Insights into B‐cell ontogeny inferred from human immunology

Abstract Due to ontogenetic changes in B‐cell developmental lineages, the mature B‐cell compartment constitutes by functionally different B‐cell subsets that emerged from prenatal, early postnatal or adult precursors. While negative selection processes operate primarily within the framework of B‐cell tolerance checkpoints during B‐cell development, further differentiation into distinct B‐cell subsets is additionally induced by positive selection. In addition to endogenous antigens, contact with microbial antigens is also involved in this selection process, with intestinal commensals having a significant influence on the development of a large layer within the B‐cell compartment.

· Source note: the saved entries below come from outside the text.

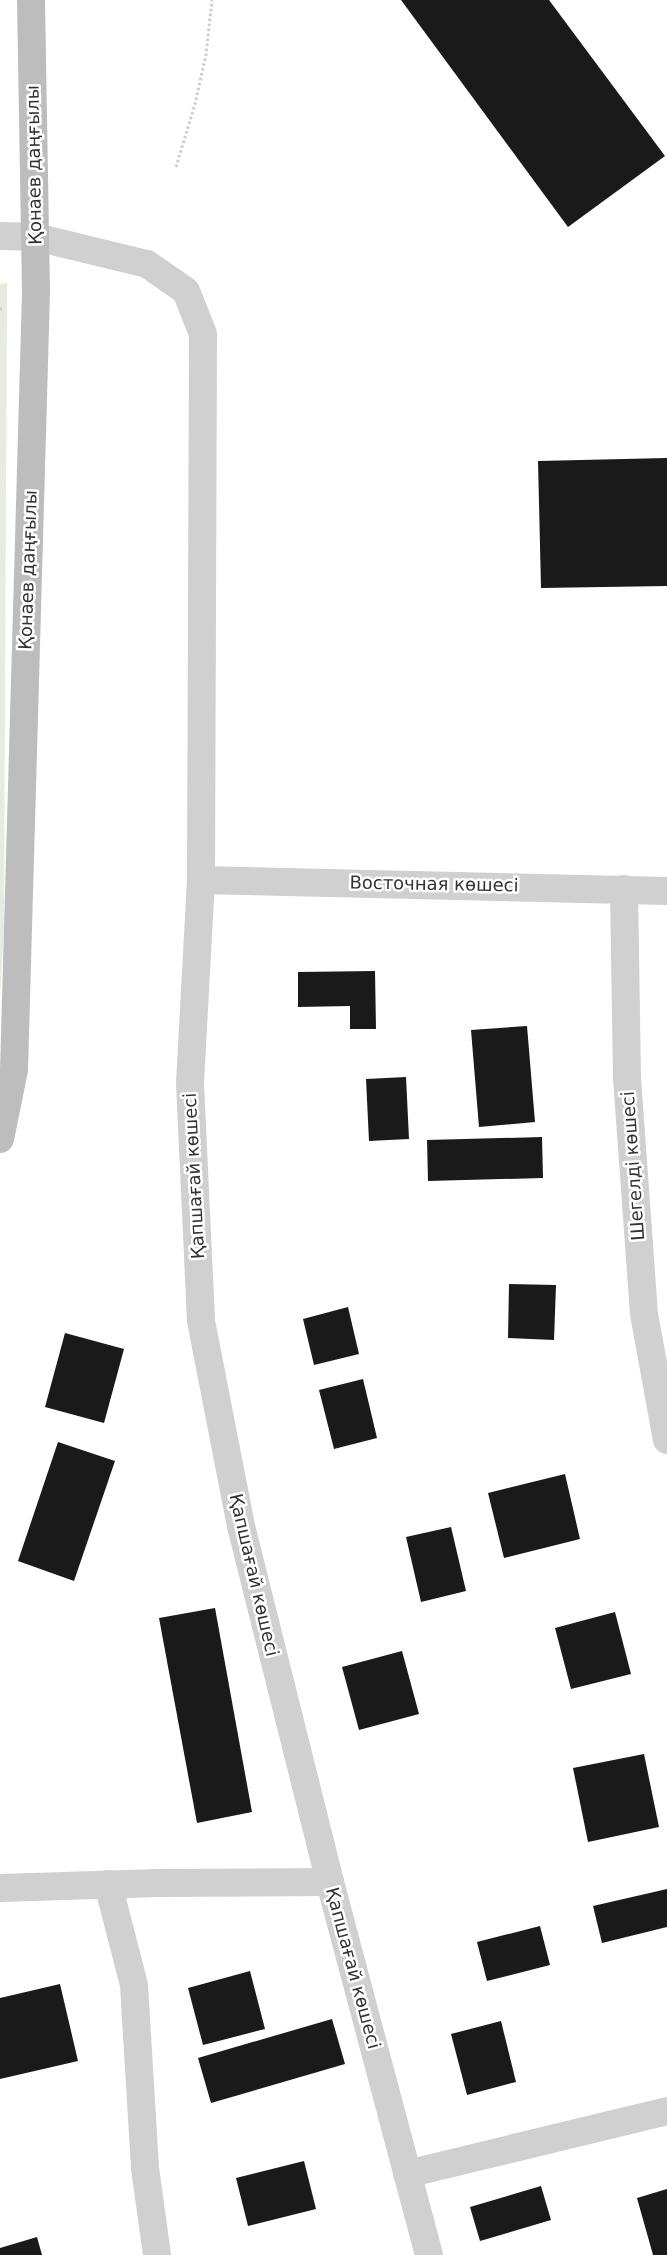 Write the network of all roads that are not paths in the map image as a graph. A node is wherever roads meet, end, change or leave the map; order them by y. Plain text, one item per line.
1 (31, 0) edge
2 (0, 236) edge
3 (36, 237) junction
4 (201, 880) junction
5 (624, 889) junction
6 (667, 890) edge
7 (0, 1139) edge
8 (667, 1440) edge
9 (330, 1882) junction
10 (108, 1884) junction
11 (0, 1888) edge
12 (667, 2111) edge
13 (407, 2174) junction
14 (157, 2255) edge
15 (429, 2255) edge

1 - 3 main road, Қонаев даңғылы
2 - 3 street, Қапшағай көшесі
3 - 4 street, Қапшағай көшесі
3 - 7 main road, Қонаев даңғылы
4 - 5 street, Восточная көшесі
4 - 9 street, Қапшағай көшесі
5 - 6 street, Восточная көшесі
5 - 8 street, Шегелді көшесі
9 - 10 street
9 - 13 street, Қапшағай көшесі
10 - 11 street
10 - 14 street
12 - 13 street
13 - 15 street, Қапшағай көшесі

The decisive threshold that triggers negative selection seems to be relaxed during fetal B‐cell development, thereby allowing recruitment of polyreactive and also autoreactive B‐cell clones into the mature naïve B‐cell compartment. Almost all of the concepts on B‐cell ontogeny are based on observations in laboratory mice that not only differ from humans in their developmental timeline but also in their composition of commensal microorganisms or rather a lack of exposure to these. In this review, we summarize conceptual findings on B‐cell ontogeny and particularly describe key insights into the developing human B‐cell compartment and immunoglobulin repertoire formation.